Japanese forests are very diverse and include:
boreal forests of evergreen conifers (e.g., Ezo spruce, Sakhalin firs) as well as birch and larch trees;
temperate deciduous broad-leaf forests of maple, oak and beech;
warm temperate evergreen broadleaf forests of camphor, Japanese evergreen (shii and kashi ) oak, holly, camellia, bamboo, katsura; as well as
subtropical palms and mangrove vegetation.
The Shirakami Sanchi region in the north of Honshu, a UNESCO World Heritage site, consists of about 130,000 hectares of primeval beech forests. It is the largest beech forest in the world with an eco-diversity of about 500 species of vegetation. Yakushima Island, another World Natural Heritage site, is an island south of Kyushu also enjoys an unusually wide variety of tree species, from subtropical evergreen trees at sea level to sub-arctic plants in the inland mountainous region. Most outstanding however, are the ancient yakusugi trees (cedars native to Yakushima) that are the fifth largest trees in the world. Oldest of these is the Jomon Cedar which is estimated to be at least more than 2,500 years old, and possibly as old as 7,200 years old when its size and circumference of 16.4 meters is considered.

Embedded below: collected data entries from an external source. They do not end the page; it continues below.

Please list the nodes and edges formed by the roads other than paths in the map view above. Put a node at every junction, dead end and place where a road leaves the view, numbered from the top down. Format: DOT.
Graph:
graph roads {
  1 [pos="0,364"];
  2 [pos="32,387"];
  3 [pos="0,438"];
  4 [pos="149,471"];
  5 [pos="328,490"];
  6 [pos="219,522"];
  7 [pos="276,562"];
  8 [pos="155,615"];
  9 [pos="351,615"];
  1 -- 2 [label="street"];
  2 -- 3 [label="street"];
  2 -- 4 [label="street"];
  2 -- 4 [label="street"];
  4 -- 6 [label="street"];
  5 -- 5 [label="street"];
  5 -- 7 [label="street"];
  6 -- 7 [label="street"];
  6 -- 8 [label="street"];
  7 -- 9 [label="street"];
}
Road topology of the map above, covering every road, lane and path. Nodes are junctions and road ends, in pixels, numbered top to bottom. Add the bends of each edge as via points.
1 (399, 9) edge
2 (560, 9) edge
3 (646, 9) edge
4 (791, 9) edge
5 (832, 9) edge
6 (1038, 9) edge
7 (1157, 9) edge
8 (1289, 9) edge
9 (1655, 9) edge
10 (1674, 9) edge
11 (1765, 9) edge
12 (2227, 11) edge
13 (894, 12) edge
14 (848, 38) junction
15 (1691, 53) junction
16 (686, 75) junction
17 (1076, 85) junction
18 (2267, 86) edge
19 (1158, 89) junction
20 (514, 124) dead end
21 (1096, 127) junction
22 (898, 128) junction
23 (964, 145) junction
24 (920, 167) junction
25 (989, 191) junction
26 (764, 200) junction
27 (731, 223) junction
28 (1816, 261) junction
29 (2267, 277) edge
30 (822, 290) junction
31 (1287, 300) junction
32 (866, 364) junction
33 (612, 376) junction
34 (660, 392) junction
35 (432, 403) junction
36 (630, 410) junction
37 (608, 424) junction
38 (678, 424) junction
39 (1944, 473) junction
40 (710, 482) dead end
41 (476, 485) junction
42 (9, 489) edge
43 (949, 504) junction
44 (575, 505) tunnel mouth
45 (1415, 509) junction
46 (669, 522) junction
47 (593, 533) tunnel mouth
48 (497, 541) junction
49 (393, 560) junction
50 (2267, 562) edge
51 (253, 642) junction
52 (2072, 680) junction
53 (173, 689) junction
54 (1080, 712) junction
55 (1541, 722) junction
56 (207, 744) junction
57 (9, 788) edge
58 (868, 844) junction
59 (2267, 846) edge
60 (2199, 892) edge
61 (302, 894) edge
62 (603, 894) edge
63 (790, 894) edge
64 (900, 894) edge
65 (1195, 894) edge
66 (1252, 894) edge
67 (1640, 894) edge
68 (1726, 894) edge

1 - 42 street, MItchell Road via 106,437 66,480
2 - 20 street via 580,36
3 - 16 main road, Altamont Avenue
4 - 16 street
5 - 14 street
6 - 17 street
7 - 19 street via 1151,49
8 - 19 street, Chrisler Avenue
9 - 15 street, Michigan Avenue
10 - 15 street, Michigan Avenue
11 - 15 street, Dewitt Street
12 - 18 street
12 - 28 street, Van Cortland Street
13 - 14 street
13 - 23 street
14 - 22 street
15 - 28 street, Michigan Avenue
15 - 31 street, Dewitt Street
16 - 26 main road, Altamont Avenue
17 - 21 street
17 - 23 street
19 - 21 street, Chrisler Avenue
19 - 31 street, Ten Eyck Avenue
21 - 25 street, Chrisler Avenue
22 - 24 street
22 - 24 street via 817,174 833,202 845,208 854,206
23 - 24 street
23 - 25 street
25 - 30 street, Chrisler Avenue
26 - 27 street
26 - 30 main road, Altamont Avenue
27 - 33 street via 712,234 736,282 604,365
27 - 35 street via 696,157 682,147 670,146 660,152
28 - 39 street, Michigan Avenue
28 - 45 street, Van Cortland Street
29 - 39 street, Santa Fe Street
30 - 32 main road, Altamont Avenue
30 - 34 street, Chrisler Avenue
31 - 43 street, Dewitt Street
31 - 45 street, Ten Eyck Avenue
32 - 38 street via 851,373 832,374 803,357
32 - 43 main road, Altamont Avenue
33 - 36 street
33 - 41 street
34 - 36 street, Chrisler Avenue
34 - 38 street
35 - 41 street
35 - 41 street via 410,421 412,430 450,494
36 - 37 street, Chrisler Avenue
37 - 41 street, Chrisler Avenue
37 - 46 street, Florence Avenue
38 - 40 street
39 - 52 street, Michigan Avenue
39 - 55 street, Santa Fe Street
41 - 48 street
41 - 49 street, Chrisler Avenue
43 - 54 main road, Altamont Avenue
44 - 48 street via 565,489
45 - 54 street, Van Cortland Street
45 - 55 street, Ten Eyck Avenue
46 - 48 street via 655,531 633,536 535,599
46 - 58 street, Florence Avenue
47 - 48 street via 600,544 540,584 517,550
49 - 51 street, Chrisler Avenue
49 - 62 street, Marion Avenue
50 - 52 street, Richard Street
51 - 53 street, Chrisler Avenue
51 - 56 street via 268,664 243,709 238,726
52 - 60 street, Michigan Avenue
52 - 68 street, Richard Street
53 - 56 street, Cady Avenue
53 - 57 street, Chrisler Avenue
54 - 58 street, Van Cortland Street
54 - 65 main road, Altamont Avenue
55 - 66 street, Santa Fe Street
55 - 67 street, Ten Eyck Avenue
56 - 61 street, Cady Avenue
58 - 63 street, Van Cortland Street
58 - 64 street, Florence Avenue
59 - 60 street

The traditional rural satoyama-rin landscape of semi-managed coppice forests is composed of a mosaic of many elements, such as farmland, grassland and forest with a high diversity of plant communities.
Subarctic tundra biome
Flowers, lichen, moss, pine and birch, shrubbery, Siberian subarctic animals may be found on the subarctic tundra landscapes of Hokkaido and the northern islands.
Alpine tundra biome
Alpine bluegrass, alpine plants (e.g., komakusa ), ptarmigan, grouse, pika, and eagle may be seen on the country’s higher alpine slopes.
Coastal desert biome
Thick foliage flora with good water retention and roots that are close to surface of soil may be found in coastal dune areas such as the Tottori sand dunes.